Most Common Dance Injuries

The 6 Most Common Dance Injuries

With 206 bones, 600 muscles, and countless tendons, ligaments, and nerves in the human body, it is not impossible for dancers to be injured. Muscle pull or sudden sprains may happen in the blink of an eye. A more chronic issue like tendonitis, for instance, develops through many strains over time. Well-established dance companies, for this matter, conduct screenings and seminars on their own to promote awareness on how to better avoid injuries. For the most of us who cannot attend formal gatherings for this purpose, here are some of the most common dance injuries that we should all take note of.

Inversion/Ankle Sprains

A sprain in the ankle is characterized by a tearing in the ankle’s ligaments. According to statistics, this specific injury accounts for almost 40% of the injuries that athletes have experienced. Moreover, 85% of the above figure occurs on the ankle’s lateral side, most commonly referred to as the inversion sprain.

Dancer’s Tendonitis

Medically known as Flexor Hallucis Longus injury, this is often manifested by pain in the medial ankle or the bottom of the affected foot. While most of the time misdiagnosed and overlooked, this kind of injury does not only affect dancers but soccer players and runners as well.

Cuboid Syndrome

The cuboid syndrome’s most prominent sign is the lateral foot pain. Almost half of the population of those who have acquired the cuboid syndrome also carries that inversion sprain. The syndrome affects the tendons, ligaments, and joints too.

Stress Fractures

The most common overuse injury, the stress fracture, is mainly characterized by an incomplete fracture anywhere in the body caused by forceful repetitive actions.
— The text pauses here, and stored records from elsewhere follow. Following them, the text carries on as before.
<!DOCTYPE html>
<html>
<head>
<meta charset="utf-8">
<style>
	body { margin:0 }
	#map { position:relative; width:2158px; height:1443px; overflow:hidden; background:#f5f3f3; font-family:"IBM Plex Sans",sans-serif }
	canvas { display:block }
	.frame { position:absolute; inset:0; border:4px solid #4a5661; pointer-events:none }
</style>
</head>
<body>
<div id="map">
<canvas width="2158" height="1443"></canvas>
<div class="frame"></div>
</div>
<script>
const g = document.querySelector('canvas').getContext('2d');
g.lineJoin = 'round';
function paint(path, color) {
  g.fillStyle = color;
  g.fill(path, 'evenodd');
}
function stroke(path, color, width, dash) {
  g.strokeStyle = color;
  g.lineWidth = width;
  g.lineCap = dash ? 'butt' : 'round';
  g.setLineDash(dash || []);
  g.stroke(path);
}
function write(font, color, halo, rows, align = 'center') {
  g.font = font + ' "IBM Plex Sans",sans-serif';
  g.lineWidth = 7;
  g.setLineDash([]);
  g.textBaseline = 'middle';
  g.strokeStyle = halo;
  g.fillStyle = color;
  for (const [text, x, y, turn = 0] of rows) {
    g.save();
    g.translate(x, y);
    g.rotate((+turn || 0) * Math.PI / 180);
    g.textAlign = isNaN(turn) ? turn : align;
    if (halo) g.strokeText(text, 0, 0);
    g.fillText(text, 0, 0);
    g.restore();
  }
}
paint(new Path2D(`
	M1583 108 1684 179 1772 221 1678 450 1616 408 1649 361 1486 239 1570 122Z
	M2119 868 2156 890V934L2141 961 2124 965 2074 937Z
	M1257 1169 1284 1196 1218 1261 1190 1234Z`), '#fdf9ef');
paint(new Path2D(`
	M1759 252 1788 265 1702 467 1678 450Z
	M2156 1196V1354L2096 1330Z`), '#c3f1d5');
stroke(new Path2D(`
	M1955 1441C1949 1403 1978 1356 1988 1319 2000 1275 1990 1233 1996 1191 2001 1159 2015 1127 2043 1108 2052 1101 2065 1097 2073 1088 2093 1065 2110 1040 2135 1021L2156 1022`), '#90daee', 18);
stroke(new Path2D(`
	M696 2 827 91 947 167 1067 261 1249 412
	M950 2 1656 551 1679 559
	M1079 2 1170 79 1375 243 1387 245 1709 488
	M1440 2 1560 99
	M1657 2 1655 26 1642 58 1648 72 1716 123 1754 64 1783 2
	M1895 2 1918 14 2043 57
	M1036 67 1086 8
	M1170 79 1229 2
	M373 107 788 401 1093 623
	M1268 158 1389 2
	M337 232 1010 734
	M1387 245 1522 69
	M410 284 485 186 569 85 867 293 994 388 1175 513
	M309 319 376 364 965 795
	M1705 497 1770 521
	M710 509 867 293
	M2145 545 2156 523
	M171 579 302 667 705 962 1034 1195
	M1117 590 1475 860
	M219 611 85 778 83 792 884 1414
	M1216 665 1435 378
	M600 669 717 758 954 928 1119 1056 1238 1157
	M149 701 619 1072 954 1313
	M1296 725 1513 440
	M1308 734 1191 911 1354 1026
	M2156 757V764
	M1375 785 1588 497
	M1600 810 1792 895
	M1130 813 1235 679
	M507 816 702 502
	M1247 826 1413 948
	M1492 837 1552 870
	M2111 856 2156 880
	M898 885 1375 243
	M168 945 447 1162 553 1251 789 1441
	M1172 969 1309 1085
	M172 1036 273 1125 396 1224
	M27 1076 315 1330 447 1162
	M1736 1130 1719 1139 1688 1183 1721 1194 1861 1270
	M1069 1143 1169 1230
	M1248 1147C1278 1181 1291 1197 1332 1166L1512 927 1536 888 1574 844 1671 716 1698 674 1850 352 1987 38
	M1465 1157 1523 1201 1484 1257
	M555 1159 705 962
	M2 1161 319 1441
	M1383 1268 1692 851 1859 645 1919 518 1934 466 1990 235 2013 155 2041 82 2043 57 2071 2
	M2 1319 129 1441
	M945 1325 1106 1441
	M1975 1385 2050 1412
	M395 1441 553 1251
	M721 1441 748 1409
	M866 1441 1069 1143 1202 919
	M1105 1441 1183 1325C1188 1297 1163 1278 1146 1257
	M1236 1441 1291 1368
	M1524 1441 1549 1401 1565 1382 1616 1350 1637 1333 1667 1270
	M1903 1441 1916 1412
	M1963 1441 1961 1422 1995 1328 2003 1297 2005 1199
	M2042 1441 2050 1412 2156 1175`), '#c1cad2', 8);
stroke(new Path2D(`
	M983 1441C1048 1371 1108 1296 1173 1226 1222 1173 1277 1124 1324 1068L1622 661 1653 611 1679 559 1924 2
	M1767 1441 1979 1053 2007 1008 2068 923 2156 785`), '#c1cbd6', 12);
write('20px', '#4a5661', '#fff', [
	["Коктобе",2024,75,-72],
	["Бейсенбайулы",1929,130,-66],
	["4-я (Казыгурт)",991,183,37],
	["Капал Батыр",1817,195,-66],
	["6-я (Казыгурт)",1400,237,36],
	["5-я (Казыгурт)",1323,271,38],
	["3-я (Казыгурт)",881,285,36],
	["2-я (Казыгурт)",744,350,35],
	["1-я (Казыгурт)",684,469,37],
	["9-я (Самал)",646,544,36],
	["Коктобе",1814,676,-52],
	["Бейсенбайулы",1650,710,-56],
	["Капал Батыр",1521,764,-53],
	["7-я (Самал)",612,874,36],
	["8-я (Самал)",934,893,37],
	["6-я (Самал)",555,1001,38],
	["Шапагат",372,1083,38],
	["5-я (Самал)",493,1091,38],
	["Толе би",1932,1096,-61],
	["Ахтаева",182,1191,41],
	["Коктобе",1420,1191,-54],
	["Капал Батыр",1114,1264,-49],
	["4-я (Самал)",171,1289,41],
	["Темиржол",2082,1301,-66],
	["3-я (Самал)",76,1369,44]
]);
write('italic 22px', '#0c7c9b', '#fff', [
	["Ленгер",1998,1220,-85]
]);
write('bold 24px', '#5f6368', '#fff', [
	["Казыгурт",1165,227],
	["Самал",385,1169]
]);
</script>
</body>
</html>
Other fractures, in contrast, are often caused by a direct, single, traumatic impact.

Jumper’s Knee

It is your patellar tendon that links the tibia to the patella, the kneecap. The quadriceps tendon and its quadriceps muscle are what allow the knee to extend. The inflammation of the tendon is called tendonitis, patellar tendonitis specifically in this case. The issue is commonly caused by movements that shorten your quadriceps, transferring direct force to the knee’s tendon.

Rotator Cuff Injuries

Regardless of the cause, the pain location with this injury is difficult to determine. For patients who are experiencing the pain, they are pinpointing the tenderness in the shoulder’s broad area. The pain commonly radiates down the elbows and the entire arm.

The most common injuries in dancing are treatable, which means that acquiring one tear need not to stop you from pursuing the passion after treatment. However, as a dancer and performer, you also have to remember that most injuries leave behind effects that you will have to deal with for the rest of your life. Ideally, dancers have to avoid injuries completely, and this can be possible through keeping close track of their health conditions.

Prevention is always the best measure in making certain that the overall health is ranked as the highest priority towards achieving your goals. If, despite careful measures, injuries still occurred, medical treatment should be made to promote better healing and reduce future relapses.